> **Problem details**
All lines of the material below that include the string "image" are to be copied.

> **Exercise input**

<<<<

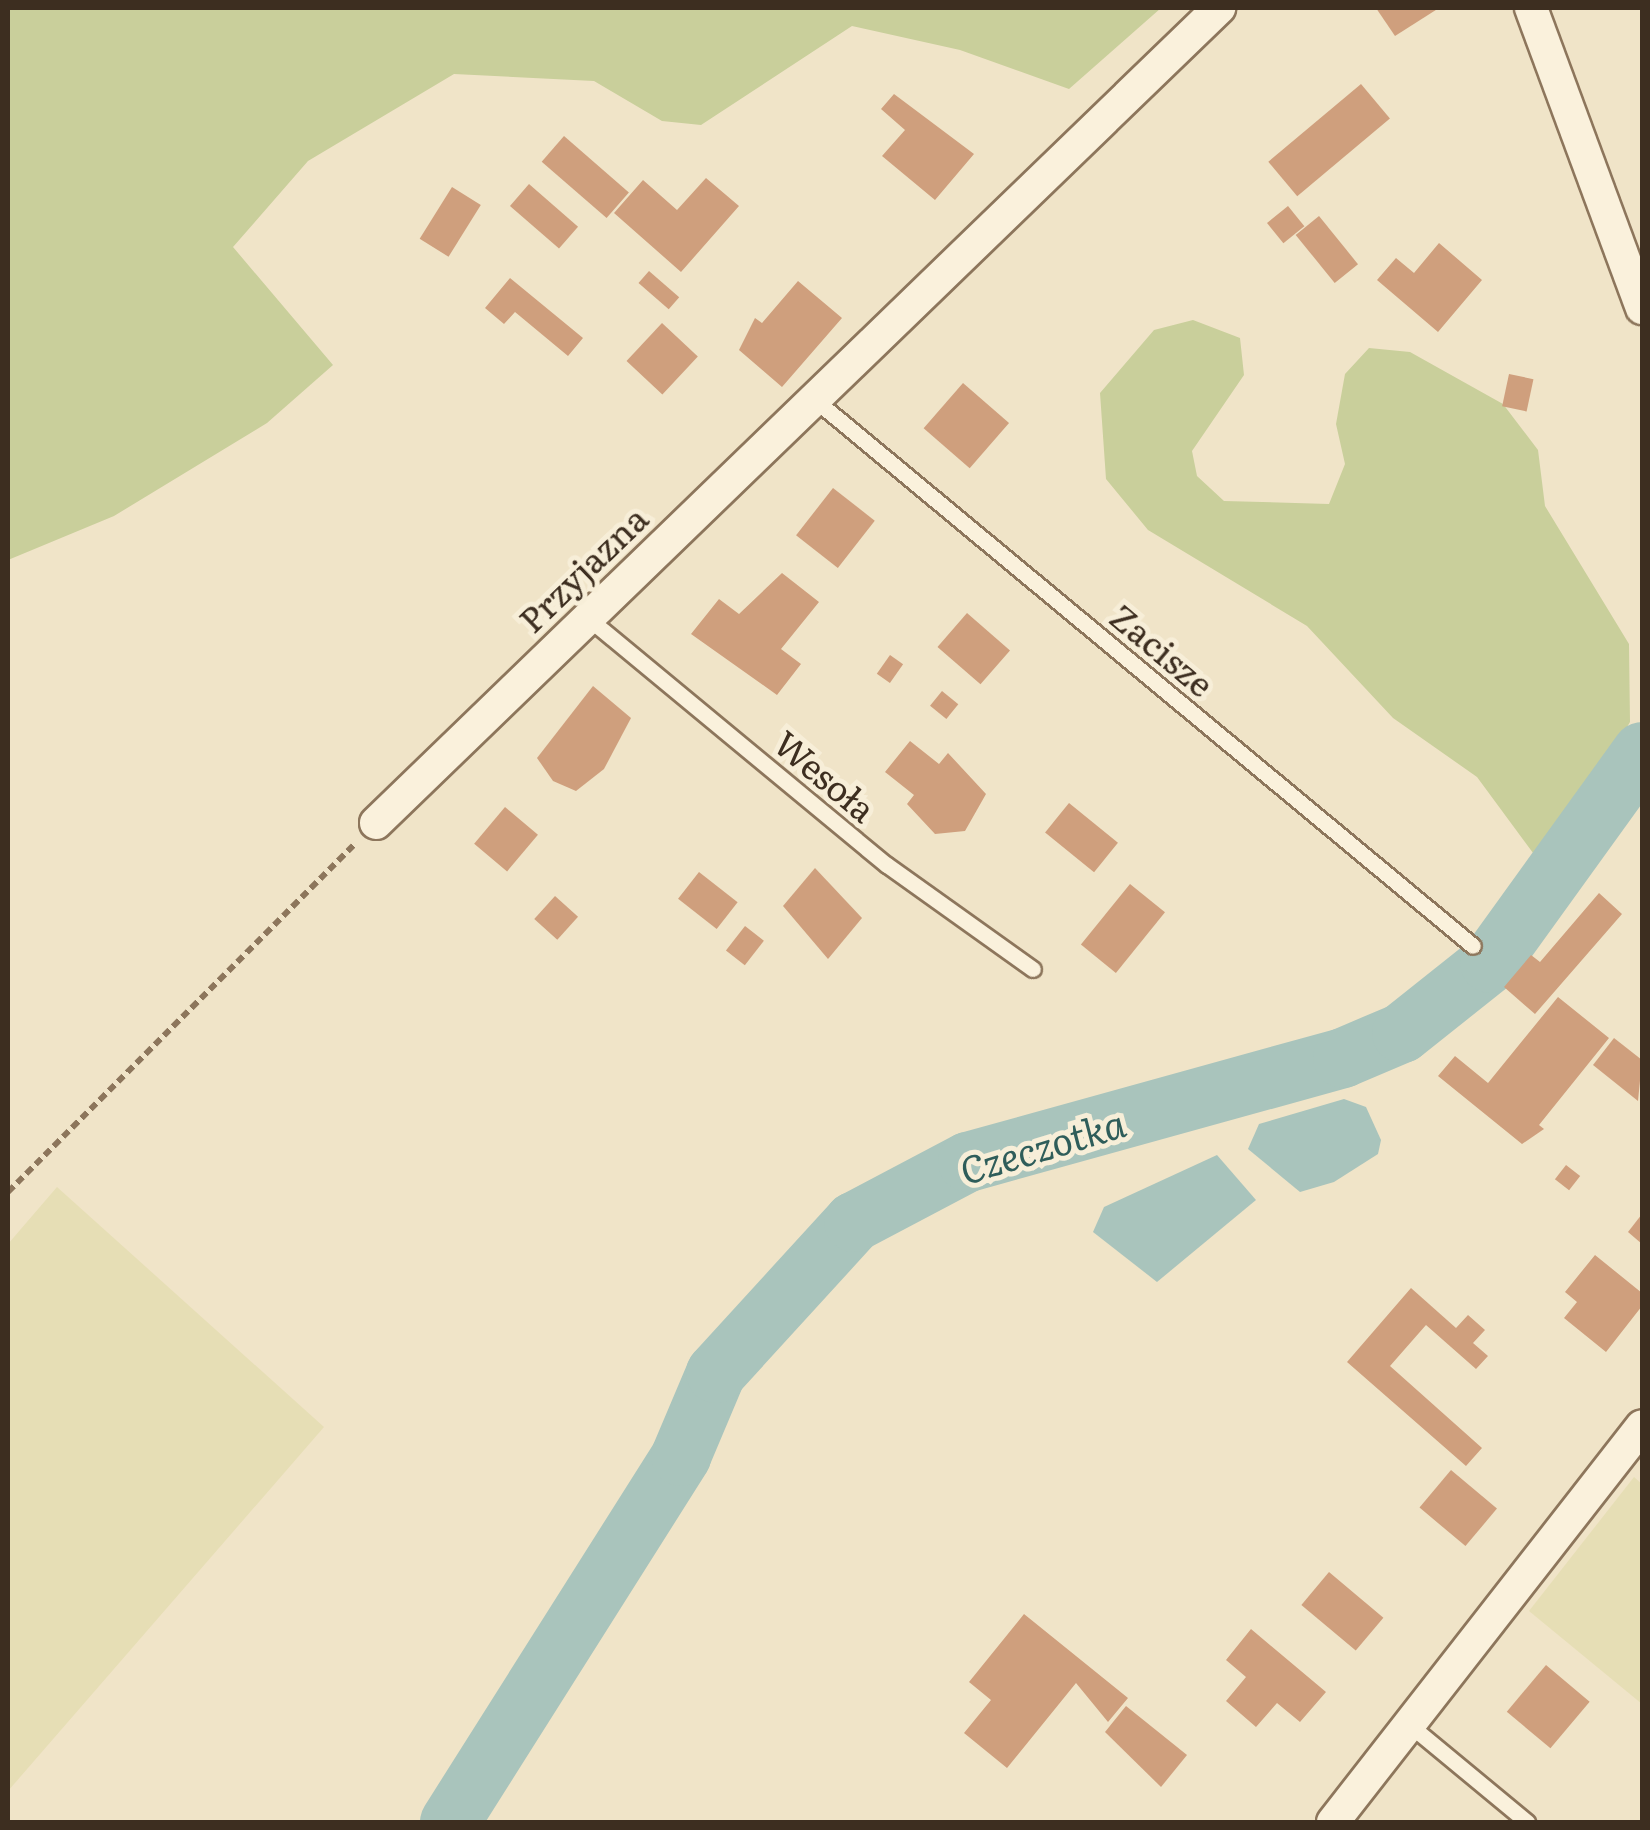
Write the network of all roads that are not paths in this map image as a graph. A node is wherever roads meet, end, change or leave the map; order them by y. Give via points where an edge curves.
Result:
1 (1219, 8) edge
2 (1531, 8) edge
3 (1642, 308) edge
4 (814, 399) junction
5 (588, 618) junction
6 (376, 823) road end
7 (1474, 946) dead end
8 (1033, 970) dead end
9 (1642, 1426) edge
10 (1411, 1726) junction
11 (1333, 1822) edge
12 (1527, 1822) edge

1 - 4 street, Przyjazna
2 - 3 street
4 - 5 street, Przyjazna
4 - 7 lane, Zacisze
5 - 6 street, Przyjazna
5 - 8 lane, Wesoła via 887,864
9 - 10 street
10 - 11 street
10 - 12 lane

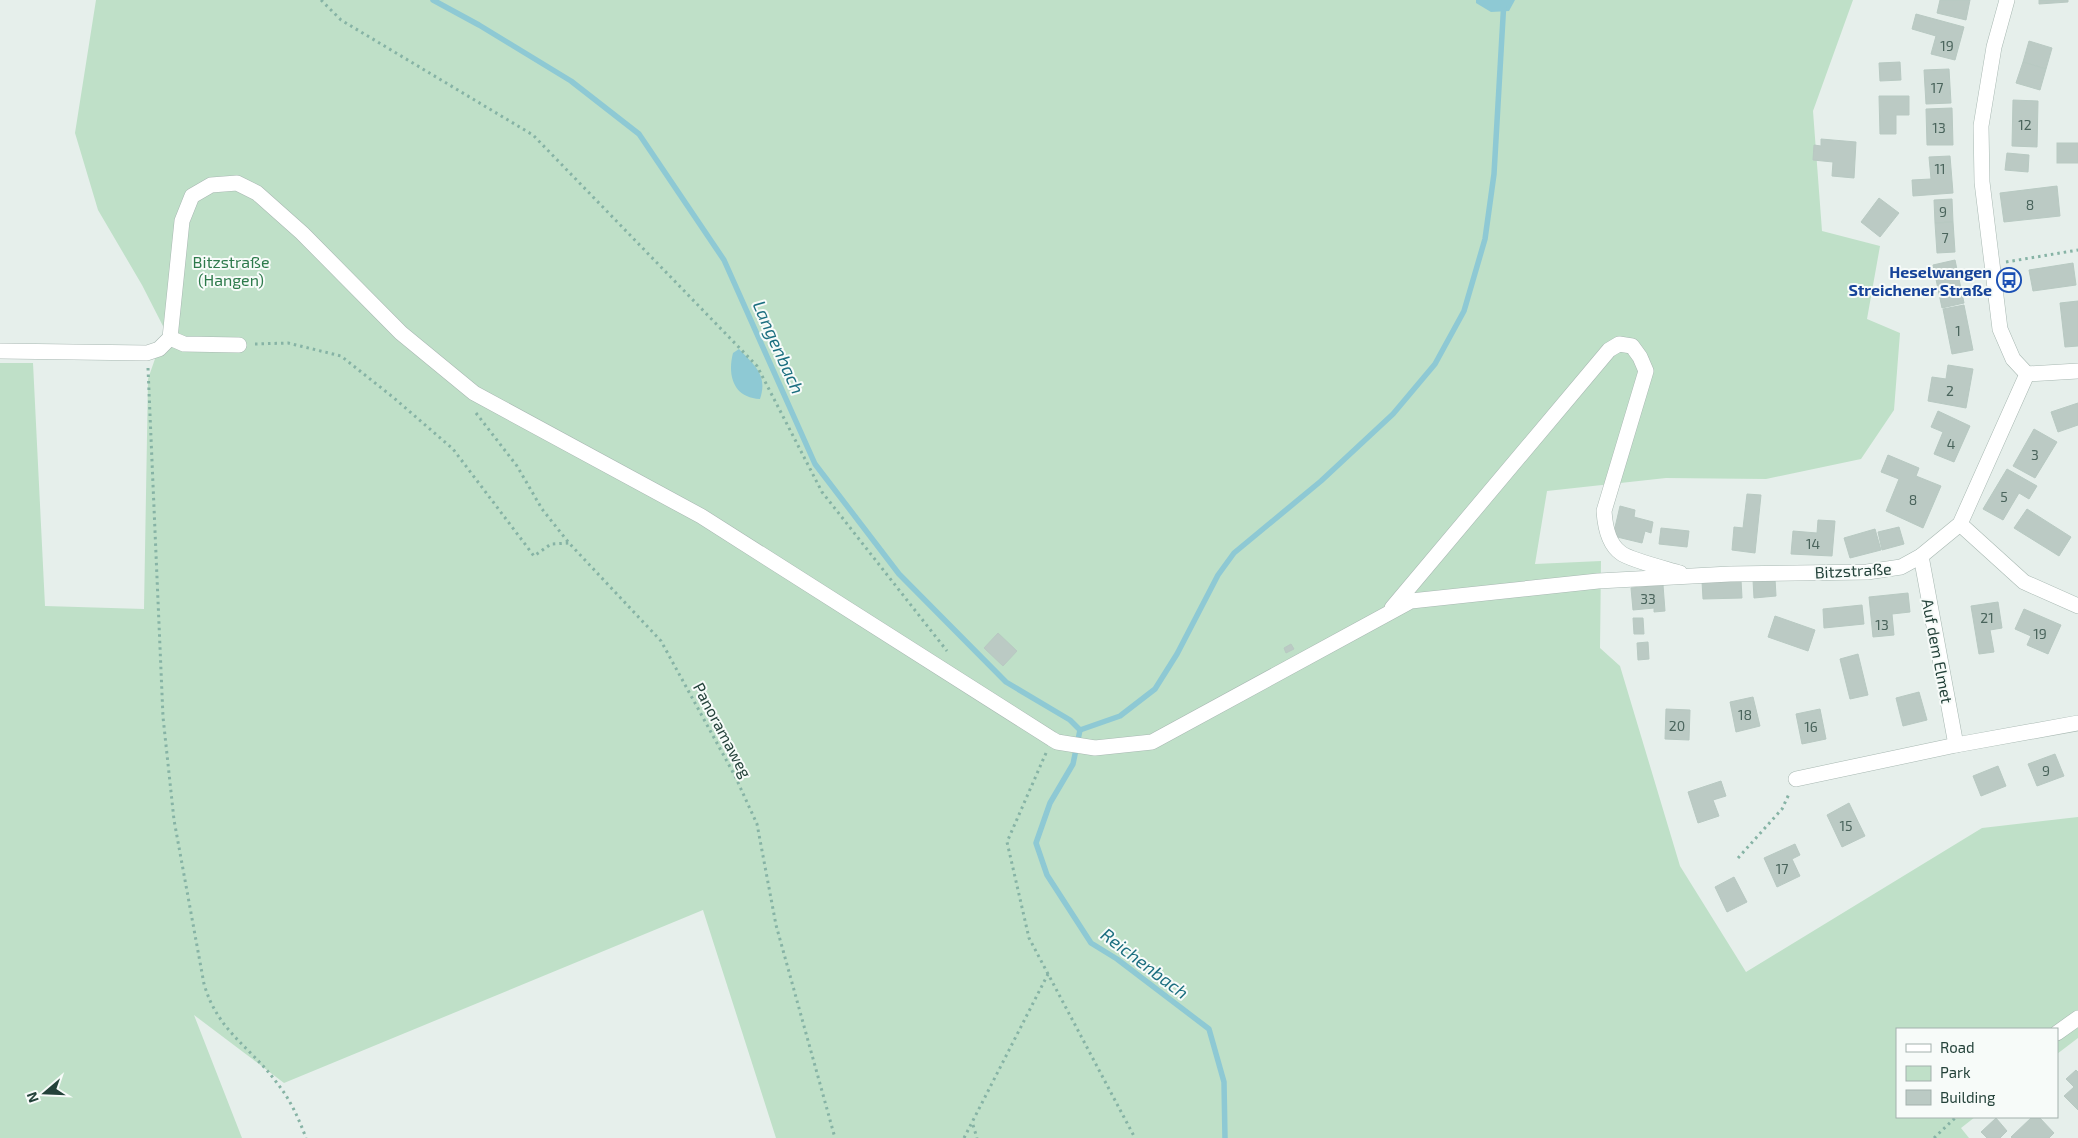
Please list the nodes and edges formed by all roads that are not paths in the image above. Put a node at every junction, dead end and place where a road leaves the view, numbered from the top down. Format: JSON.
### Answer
{"nodes":[{"id":1,"x":2007,"y":0,"type":"edge"},
{"id":2,"x":170,"y":338,"type":"junction"},
{"id":3,"x":239,"y":345,"type":"road end"},
{"id":4,"x":0,"y":351,"type":"edge"},
{"id":5,"x":2078,"y":371,"type":"edge"},
{"id":6,"x":2027,"y":374,"type":"junction"},
{"id":7,"x":1960,"y":524,"type":"junction"},
{"id":8,"x":1921,"y":556,"type":"junction"},
{"id":9,"x":1689,"y":576,"type":"junction"},
{"id":10,"x":2078,"y":606,"type":"edge"},
{"id":11,"x":1387,"y":614,"type":"junction"},
{"id":12,"x":2078,"y":723,"type":"edge"},
{"id":13,"x":1956,"y":745,"type":"junction"},
{"id":14,"x":1796,"y":779,"type":"road end"},
{"id":15,"x":2078,"y":1018,"type":"edge"},
{"id":16,"x":2058,"y":1032,"type":"edge"}],
"edges":[{"from":1,"to":6,"type":"street"},
{"from":2,"to":3,"type":"street"},
{"from":2,"to":4,"type":"street"},
{"from":2,"to":11,"type":"street","name":"Bitzstraße"},
{"from":5,"to":6,"type":"street"},
{"from":6,"to":7,"type":"street","name":"Bitzstraße"},
{"from":7,"to":8,"type":"street","name":"Bitzstraße"},
{"from":7,"to":10,"type":"street"},
{"from":8,"to":9,"type":"street","name":"Bitzstraße"},
{"from":8,"to":13,"type":"street","name":"Auf dem Elmet"},
{"from":9,"to":11,"type":"street","name":"Bitzstraße"},
{"from":9,"to":11,"type":"street"},
{"from":12,"to":13,"type":"street"},
{"from":13,"to":14,"type":"street"},
{"from":15,"to":16,"type":"street"}]}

>>>>

> **Result**
Write the network of all roads that are not paths in this map image as a graph. A node is wherever roads meet, end, change or leave the map; order them by y. Give via points where an edge curves.
Please list the nodes and edges formed by all roads that are not paths in the image above. Put a node at every junction, dead end and place where a road leaves the view, numbered from the top down. Format: JSON.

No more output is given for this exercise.